Au nom du « réalisme »
Ces propos psittacistes ont l’air d’être cohérents et « réalistes ». (Dans le dictionnaire de psychologie, le terme psittacisme a pour origine latine psittacus, qui signifie perroquet. Il est employé pour qualifier la répétition mécanique d’expressions, phrases ou formules par un sujet, qui ne les comprend pas nécessairement, comme un perroquet.) Si vous rétorquez que le vol ou le recel ne se transforment pas en « vertus » du moment que les produits qu’ils procurent servent à construire des villes ou à produire des « gadgets », vous vous entendez dire : « L’économie marchande n’est pas morale. Les marchands sont cyniques. » Donc, les Etats marchands peuvent être cyniques dans la défense de leurs intérêts au point de nier la possibilité de toute amitié entre eux. Ces propos psittacistes sont dogmatiques au nom du « réalisme ». Ils se répètent comme un « credo » en excluant toute possibilité de construction de contre-discours mettant à l’avant plan d’autres façons de faire et de coopérer qui ne soient pas fondées sur le cynisme (et la mort). Dans ce contexte, le discours de ces compatriotes sur nos millions de morts devient ambigu. Il les déplore tout en soutenant le discours qui y conduit. Certains initiateurs de ce discours et leurs clients continuent d’être pris au sérieux quand ils visitent notre pays.

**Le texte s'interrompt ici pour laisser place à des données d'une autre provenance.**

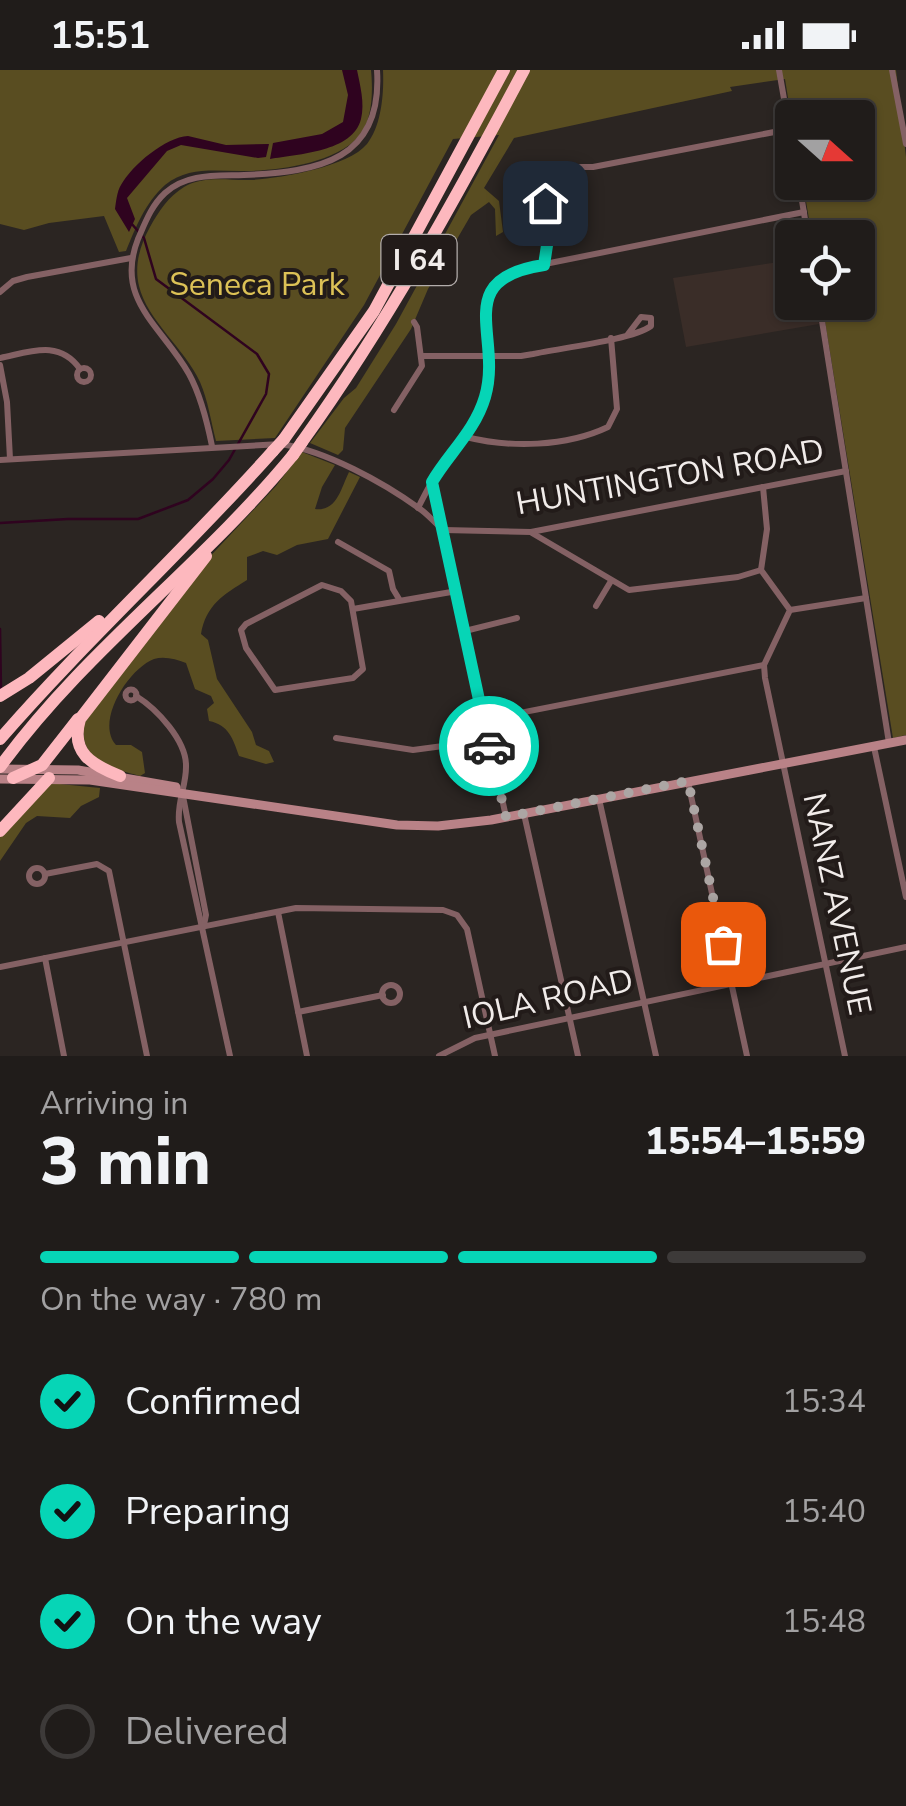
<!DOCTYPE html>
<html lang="en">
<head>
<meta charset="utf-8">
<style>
  :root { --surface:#201c1a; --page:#2d2927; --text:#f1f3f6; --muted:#a2a1a2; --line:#3d3a39; --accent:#06d5b6 }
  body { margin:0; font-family:"Nunito Sans",sans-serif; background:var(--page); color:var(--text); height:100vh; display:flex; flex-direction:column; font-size:38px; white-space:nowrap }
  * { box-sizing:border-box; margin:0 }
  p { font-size:32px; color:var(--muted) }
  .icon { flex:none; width:55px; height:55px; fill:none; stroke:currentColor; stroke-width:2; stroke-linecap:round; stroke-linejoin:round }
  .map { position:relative; height:986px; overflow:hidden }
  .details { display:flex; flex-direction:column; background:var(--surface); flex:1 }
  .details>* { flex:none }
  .needle { width:65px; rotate:111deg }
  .tools { position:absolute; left:775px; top:30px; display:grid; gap:20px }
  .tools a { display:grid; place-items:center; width:100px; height:100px; border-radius:10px; background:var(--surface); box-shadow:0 2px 8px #0004,0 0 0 2px var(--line); font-size:50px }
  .pin { position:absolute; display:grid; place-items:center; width:85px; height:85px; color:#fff; margin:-42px; border-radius:20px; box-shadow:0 5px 15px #0006 }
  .courier { position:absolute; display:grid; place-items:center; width:100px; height:100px; margin:-50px; border:8px solid #06d5b6; border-radius:50%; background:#fff; color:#222; box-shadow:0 2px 12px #0007 }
  .headline em { font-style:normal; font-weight:800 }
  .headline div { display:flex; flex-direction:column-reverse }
  .headline { display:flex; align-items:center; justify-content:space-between; height:170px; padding:0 40px }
  h1 { font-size:65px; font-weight:800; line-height:75px }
  .bar { display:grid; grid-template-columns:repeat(4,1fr); gap:15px 10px; align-content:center; height:120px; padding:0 40px }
  .bar i { height:12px; border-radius:8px; background:var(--line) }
  .bar .active { background:var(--accent) }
  .bar p { grid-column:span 4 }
  ol { padding:0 40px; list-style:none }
  li { display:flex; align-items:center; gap:30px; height:110px }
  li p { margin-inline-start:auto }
  li .icon { padding:10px; border-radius:50%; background:var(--accent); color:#111; stroke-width:4 }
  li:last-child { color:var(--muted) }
  li i { width:55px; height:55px; border:5px solid var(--line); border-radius:50% }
  .status { display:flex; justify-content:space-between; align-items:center; height:70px; padding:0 50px; background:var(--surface); direction:ltr }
  .status svg { height:28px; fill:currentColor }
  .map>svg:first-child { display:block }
</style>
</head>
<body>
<div class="status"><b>15:51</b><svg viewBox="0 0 49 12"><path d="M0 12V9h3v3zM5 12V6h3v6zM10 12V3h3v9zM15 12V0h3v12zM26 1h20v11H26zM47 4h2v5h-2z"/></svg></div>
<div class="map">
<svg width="906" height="986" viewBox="0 0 906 986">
  <rect width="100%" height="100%" fill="#2b2522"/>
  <polygon fill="#3a2d28" points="792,190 792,232 815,233 819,254 686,277 673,208"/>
  <g fill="#594d21">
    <path d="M0 0H371C373 20 373 51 358 67 335 93 281 100 248 101 219 102 190 95 165 115 145 133 136 157 126 181L119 182 104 146 49 153 24 160 0 154Z"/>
    <path d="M383 0H896L906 87V665L893 668 822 233 858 232V168L812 167 803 113 858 112V48H792V52L785 9 730 17 732 21 514 68 484 118 499 131 503 162 496 166 495 139 489 132 471 145 428 219 411 259 345 358 343 380 338 385 310 373 344 328 356 318 396 254 499 65 453 69 364 235 275 368 216 371C211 352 208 330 200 312 185 279 147 250 139 216 134 195 140 175 150 157 159 141 168 127 184 117 205 105 229 111 252 110 281 108 348 97 367 74 382 55 384 22 383 0Z"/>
    <path d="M302 382 335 395 322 417 315 439C337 442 341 418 349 402L360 407 328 469 297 475 277 485 263 481 247 487V510C223 525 206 535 201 564L208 570 217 609 252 662 256 675 269 681 274 692 266 694 239 686C233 669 229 655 209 651L207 639 214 633 211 626 195 619 186 593C176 589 164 586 154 589 128 599 95 652 116 675H131L142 682 145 703 140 706C111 698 78 690 84 653L202 495 276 416Z"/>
    <polygon points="50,713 100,718 99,727 81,736 70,748 37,746 26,753 0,791 0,766"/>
  </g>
  <g fill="#2f031f">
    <path d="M342 0H357C360 15 365 33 361 49 353 82 298 84 270 89L273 73 322 64 343 52 348 25Z"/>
    <path d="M188 66 226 75 269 74 266 87 258 88 181 75 167 81 127 128 135 149 129 162 115 139C116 132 117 121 121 115 132 95 166 67 188 66Z"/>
  </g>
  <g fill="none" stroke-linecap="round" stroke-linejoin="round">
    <g stroke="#2f031f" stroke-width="2.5">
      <polyline points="0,453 68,449 138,449 188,430 213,409 229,390 266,324 269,304 257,284 156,209 144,168 131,153"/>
      <polyline points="0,559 1,620"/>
    </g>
    <g stroke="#846164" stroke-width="6">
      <polyline points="779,0 792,75"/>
      <polyline points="892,0 906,74"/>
      <polyline points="799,112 808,168"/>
      <polyline points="553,142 581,98"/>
      <polyline points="543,195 553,143 545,133 539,114 546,103 556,97 593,97 790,59"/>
      <polyline points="0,222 13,211 27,207 131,188"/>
      <polyline points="819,232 889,673"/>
      <path d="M422 286H521L533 284C560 278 632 270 651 256V248L641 247 628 264"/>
      <path d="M0 288C30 282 59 269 80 299"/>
      <polyline points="0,295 7,332 10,389"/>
      <circle cx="84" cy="305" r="7"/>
      <polyline points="394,340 422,296 417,257 414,252"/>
      <path d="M466 367C510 378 566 377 608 357L617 339 611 268"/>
      <path d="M212 376C207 351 201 326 189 304 162 256 114 230 138 169 145 153 151 136 165 123 187 103 216 106 244 105 319 102 383 90 377 0"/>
      <path d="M0 390 281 374C326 381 383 412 420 439 429 445 435 454 444 460L506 747"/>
      <polyline points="432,412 443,459"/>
      <polyline points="763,417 767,459 761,500 790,540 764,595 765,608 845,986"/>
      <path d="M418 438C425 424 432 410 441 397 460 371 480 351 487 318 493 289 477 249 487 226 495 207 513 201 530 197L804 142"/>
      <polyline points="444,460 531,462 846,401"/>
      <polyline points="532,463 629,520 738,507 761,500"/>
      <polyline points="338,472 389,501 393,519 399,529"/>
      <polygon points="322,515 341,521 351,531 363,599 353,608 275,620 246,578 241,560 246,554"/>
      <polyline points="596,536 611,511"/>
      <polyline points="353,539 457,521"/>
      <polyline points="790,540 866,528"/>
      <polyline points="465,561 517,548"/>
      <circle cx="131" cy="625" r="5.5"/>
      <path d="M136 626C157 639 187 671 186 697 186 717 177 731 179 752L230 986"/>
      <polyline points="484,650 764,595"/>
      <polyline points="336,668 413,680 488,670"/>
      <polyline points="874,677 906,827"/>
      <polyline points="688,712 747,986"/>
      <polyline points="182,721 206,845 204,855"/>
      <polyline points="599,729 656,986"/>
      <polyline points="524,744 578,986"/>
      <circle cx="37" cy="806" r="8"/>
      <polyline points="45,804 97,794 109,801 147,986"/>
      <polyline points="278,842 307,986"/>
      <polyline points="45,888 64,986"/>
      <polyline points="0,897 296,838 443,840 457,845 467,859 495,986"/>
      <circle cx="391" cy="924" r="9"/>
      <polyline points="298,942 383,925"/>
      <polyline points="439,986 475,968 906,877"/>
    </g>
    <g stroke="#b98287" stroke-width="9">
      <polyline points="0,699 78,700 176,717"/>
      <polyline points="0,709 90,710 397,755 438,756 491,750 906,670"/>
    </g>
    <g stroke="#fdb8be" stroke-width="12">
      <polyline points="284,369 374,241 504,0"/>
      <path d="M302 372C386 255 456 128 524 0"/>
      <polyline points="0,626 29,608 99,551"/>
      <path d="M0 669C87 569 185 480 273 381"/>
      <path d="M0 697C84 581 203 495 293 385"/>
      <path d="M120 706C92 695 70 683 80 649L206 486"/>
      <polyline points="13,708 42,695 78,649"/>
      <polyline points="0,761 49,708"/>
    </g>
    <g stroke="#fdb8be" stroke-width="12">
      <polyline points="273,381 284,369"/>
      <polyline points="293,385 302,372"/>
    </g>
  </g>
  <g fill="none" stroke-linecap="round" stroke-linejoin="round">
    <polyline stroke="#aca6a4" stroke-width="10" stroke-dasharray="0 18" points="489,676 506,747 688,711 723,874"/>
    <path stroke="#06d5b6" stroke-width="12" d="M489 676 432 412C449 383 475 361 485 327 503 266 450 209 544 195L552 143 545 133"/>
  </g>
  <g text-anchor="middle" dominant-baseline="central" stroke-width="8" stroke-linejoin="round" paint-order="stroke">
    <rect fill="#221b19" stroke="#b3adab" stroke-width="2.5" x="381.5" y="165" width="75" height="50" rx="8"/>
    <g font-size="30" font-weight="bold" fill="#f1ecea">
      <text x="419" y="190">I 64</text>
    </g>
    <g font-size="32" fill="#dcc156" stroke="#221b19">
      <text x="257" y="214">Seneca Park</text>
    </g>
    <g font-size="32" fill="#f1ecea" stroke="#221b19">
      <text transform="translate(670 407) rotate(-10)">HUNTINGTON ROAD</text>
      <text transform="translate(837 834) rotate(78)">NANZ AVENUE</text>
      <text transform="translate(548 929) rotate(-13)">IOLA ROAD</text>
    </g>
  </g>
</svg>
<div class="tools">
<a><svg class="needle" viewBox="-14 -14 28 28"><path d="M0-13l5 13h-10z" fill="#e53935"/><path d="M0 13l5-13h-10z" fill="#a2a1a2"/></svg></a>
<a><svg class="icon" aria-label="locate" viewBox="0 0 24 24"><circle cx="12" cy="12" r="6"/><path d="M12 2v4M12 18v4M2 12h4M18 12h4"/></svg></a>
</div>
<div class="pin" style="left:723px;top:874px;background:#ea580c"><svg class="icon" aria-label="bag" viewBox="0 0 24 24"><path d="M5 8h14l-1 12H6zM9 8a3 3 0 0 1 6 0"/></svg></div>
<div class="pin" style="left:545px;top:133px;background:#1f2937"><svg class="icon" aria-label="home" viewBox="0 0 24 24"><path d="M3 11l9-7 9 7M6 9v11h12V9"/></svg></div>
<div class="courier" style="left:489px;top:676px"><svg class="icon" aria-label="car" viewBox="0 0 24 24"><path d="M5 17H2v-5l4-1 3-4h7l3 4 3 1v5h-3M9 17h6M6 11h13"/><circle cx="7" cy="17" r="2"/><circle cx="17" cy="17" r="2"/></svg></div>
</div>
<section class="details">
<div class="headline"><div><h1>3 min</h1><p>Arriving in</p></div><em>15:54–15:59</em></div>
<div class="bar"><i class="active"></i><i class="active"></i><i class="active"></i><i></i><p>On the way · 780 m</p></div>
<ol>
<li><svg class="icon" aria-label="check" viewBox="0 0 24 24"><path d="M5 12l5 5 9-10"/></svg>Confirmed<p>15:34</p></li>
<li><svg class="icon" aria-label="check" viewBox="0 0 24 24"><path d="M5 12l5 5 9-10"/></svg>Preparing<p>15:40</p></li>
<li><svg class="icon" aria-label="check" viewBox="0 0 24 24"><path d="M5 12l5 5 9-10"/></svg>On the way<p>15:48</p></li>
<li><i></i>Delivered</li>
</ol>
</section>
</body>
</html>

Le plus grave est que ce psittacisme nie le caractère construit des propos de De Gaulle à partir d’une vision du monde capitaliste considérée comme le seul horizon indépassable de toute approche de la relation à l’autre. Cette vision capitaliste du monde fondée sur les règles de la compétitivité et de la concurrence en semble souffrir d’aucune remise en question chez les compatriotes susmentionnés. Les critiques superficielles formulées à son endroit ne touchent pas les principes auxquels il obéit. Ceux-ci privilégient la rivalité comme mode de gestion de la relation à l’autre. La gestion rivalitaire de la relation à l’autre fait de ce dernier soit un moyen (pour l’accumulation de biens) ou un ennemi à combattre (et/ou à abattre). Si l’Occident, ce centre messager de la bonne parole de la rivalité suicidaire, contient (encore) les débordements qui en découlent, c’est grâce à son système de redistribution du minimum vital, à l’organisation de sa justice et de sécurité. La crise financière risque, s’il n’y prend garde, de faire sauter les digues !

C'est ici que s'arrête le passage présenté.